Ricardo Gruner
Em 2014, Brasil S/A foi destaque no Festival de Cinema de Brasília - onde recebeu cinco prêmios: melhor direção, roteiro, montagem, som e trilha sonora. No ano seguinte, participou do Festival de Cinema de Berlim, dentro da seção Forum, ao lado da produção gaúcha Beira-mar. Agora, enfim o longa-metragem do pernambucano Marcelo Pedroso entra em cartaz comercialmente. Sem diálogos, a narrativa discute a ideia do Brasil como "o país do futuro" através de uma série de personagens que lidam com questões relacionadas ao desenvolvimentismo.
No centro do filme, a vida de um homem sofre reviravolta: após anos cortando cana-de-açúcar, a chegada de máquinas faz com que ele se engaje em sua primeira missão espacial. Dividida em esquetes, a obra acompanha também uma personagem que pega carona em um caminhão cegonha para evitar o trânsito, destaca tratores em dança e evidencia uma bandeira nacional hasteada sem seu globo central - no qual estão inscritos os ideais de ordem e progresso.
Tudo em cena tem um porquê metafórico e levanta questões sobre a modernidade em um território onde as bases coloniais ainda são determinantes. Como não há falas, o som e a música ganham papel ainda mais destacado - tanto que, em Recife, quinta-feira à noite, a estreia foi acompanhada pela Orquestra de Câmara de Pernambuco, que interpretou a trilha sonora ao vivo.
Entretanto, as características ousadas do filme não explicam o hiato entre as exibições em festivais e a o lançamento comercial, conforme Pedroso. "A maior parte das produções cinematográficas independentes brasileiras encontra dificuldades", lamenta ele, referindo-se tanto a narrativas mais convencionais quanto a autorais. "Não se utilizar de diálogos foi um dos caminhos para distanciarmos esses episódios que o filme aborda da realidade cotidiana", defende o cineasta, o qual acredita no poder dos climas instaurados para possibilitar novas camadas de interpretação à narrativa.
E se, no audiovisual, é comum produtores e roteiristas debruçarem-se sobre um enredo particular para então alcançar debates universais, Marcelo Pedroso vai quase no sentido oposto. É a grandiosidade - ou a ironia sobre o que normalmente é associado a isso -, que aparece mais no longa-metragem, através de múltiplos olhares. "O desenvolvimentismo no Brasil é sempre traçado a partir de uma ótica coletiva e não individual", afirma, apontando que as narrativas nacionais estão sempre professando um futuro brilhante para o País.

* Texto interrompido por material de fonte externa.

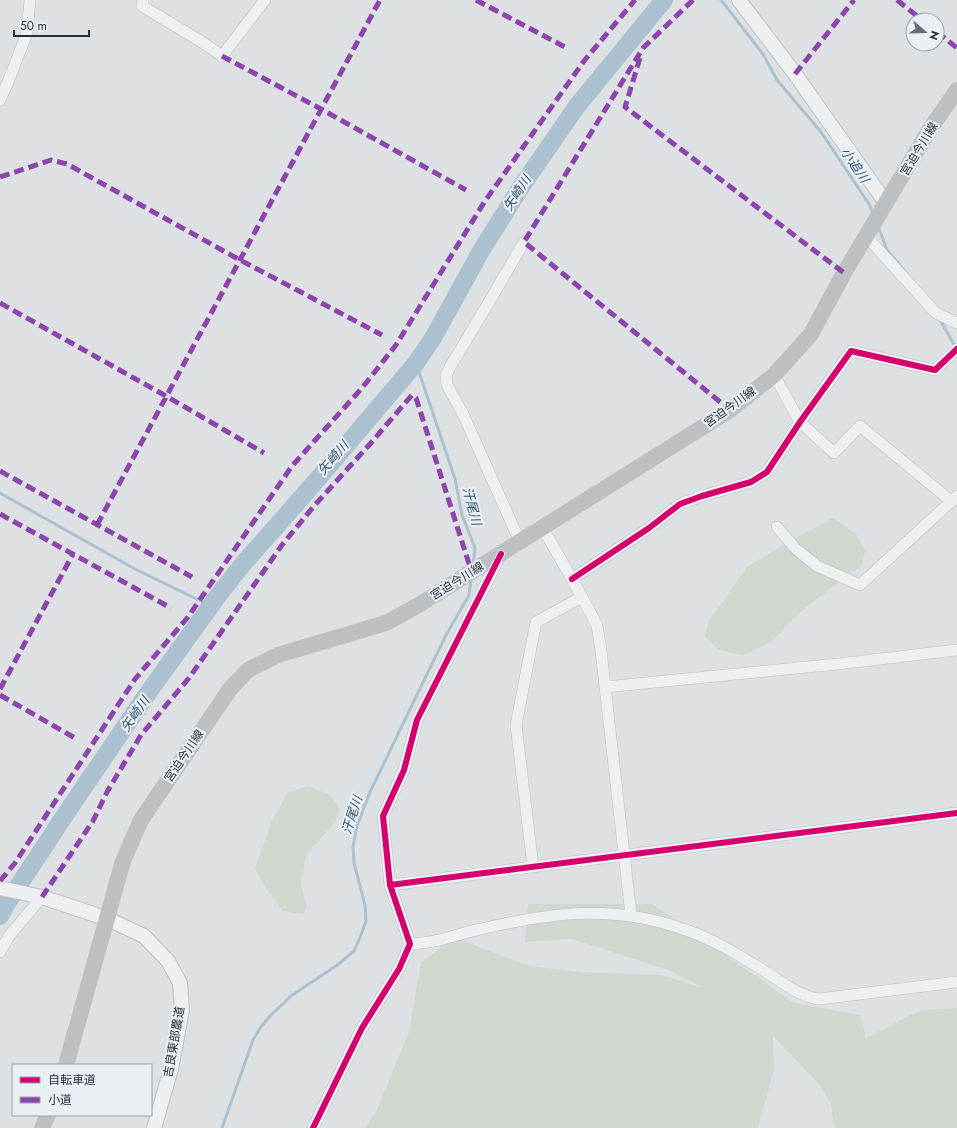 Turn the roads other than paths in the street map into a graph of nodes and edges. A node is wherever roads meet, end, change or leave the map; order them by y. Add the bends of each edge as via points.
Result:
1 (30, 0) edge
2 (143, 0) edge
3 (265, 0) edge
4 (739, 0) edge
5 (4, 81) edge
6 (957, 90) edge
7 (0, 100) edge
8 (886, 203) junction
9 (866, 236) junction
10 (524, 242) dead end
11 (957, 323) edge
12 (957, 349) edge
13 (774, 375) junction
14 (800, 422) junction
15 (954, 498) edge
16 (542, 527) junction
17 (777, 527) dead end
18 (520, 542) junction
19 (501, 554) junction
20 (572, 579) junction
21 (582, 597) junction
22 (957, 650) edge
23 (605, 686) junction
24 (957, 813) edge
25 (624, 856) junction
26 (533, 867) junction
27 (390, 885) junction
28 (0, 888) edge
29 (42, 897) junction
30 (631, 915) junction
31 (108, 919) junction
32 (410, 944) junction
33 (0, 952) edge
34 (957, 982) edge
35 (66, 1064) edge
36 (48, 1116) edge
37 (42, 1128) edge
38 (154, 1128) edge
39 (312, 1128) edge

1 - 5 street via 26,33
2 - 3 street via 142,6 222,56
4 - 8 street
5 - 7 street
6 - 8 main road, 宮迫今川線 via 930,129
8 - 9 main road, 宮迫今川線
9 - 11 street via 936,313
9 - 13 main road, 宮迫今川線 via 811,334
10 - 18 street via 446,375 447,385 463,414
12 - 14 street via 935,370 851,351
13 - 14 street
13 - 16 main road, 宮迫今川線 via 730,410
14 - 15 street via 834,453 860,426
14 - 20 street via 763,476 680,504 649,528
15 - 17 street via 860,585 817,566 796,549
16 - 18 main road, 宮迫今川線
16 - 20 street
18 - 19 main road, 宮迫今川線
19 - 27 street via 417,720 404,770 383,816
19 - 31 main road, 宮迫今川線 via 386,623 278,655 248,670 230,689 141,820 123,861
20 - 21 street
21 - 23 street via 597,625
21 - 26 street via 536,622 516,725
22 - 23 street
23 - 25 street
24 - 25 street
25 - 26 street
25 - 30 street
26 - 27 street
27 - 32 street
28 - 29 street, 吉良東部農道
29 - 31 street, 吉良東部農道
29 - 33 street via 9,936
30 - 32 street via 598,912 541,916 478,929 433,942
30 - 34 street via 658,920 688,930 724,946 798,992 814,999
31 - 35 main road, 宮迫今川線
31 - 38 street, 吉良東部農道 via 144,936 168,961 180,983 182,1010 171,1068
32 - 39 street via 399,969 362,1028
36 - 37 main road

Conforme o próprio realizador, há também uma relação com as noções de "discurso oficial" presentes em vídeos institucionais, nos quais se vendem utopias. Ao longo das esquetes, é apresentada uma espécie de hiper-realidade, "uma alegoria que se propõe a dar conta de potencializar o real a partir do imaginário que o condiciona, balizado por fatos históricos e também contemporâneos", segundo o diretor.
Além do lançamento, Marcelo Pedroso está na fase de montagem de episódio da série Modelos em transe, uma parceria entre as produtoras Símio Filmes (PE), Teia (MG) e Alumbramento (CE). O seriado contempla 12 episódios que transitam entre o documentário e a ficção, relatando as novas situações de trabalho no Brasil diante do recente boom econômico seguido pelo momento de recessão.
Já no cinema, o artista trabalha no roteiro de longa-metragem de ficção Presságios do mundo anterior, sobre uma sociedade utópica onde só sobreviveram dois seres humanos, e tem ainda dois projetos de documentário em vista.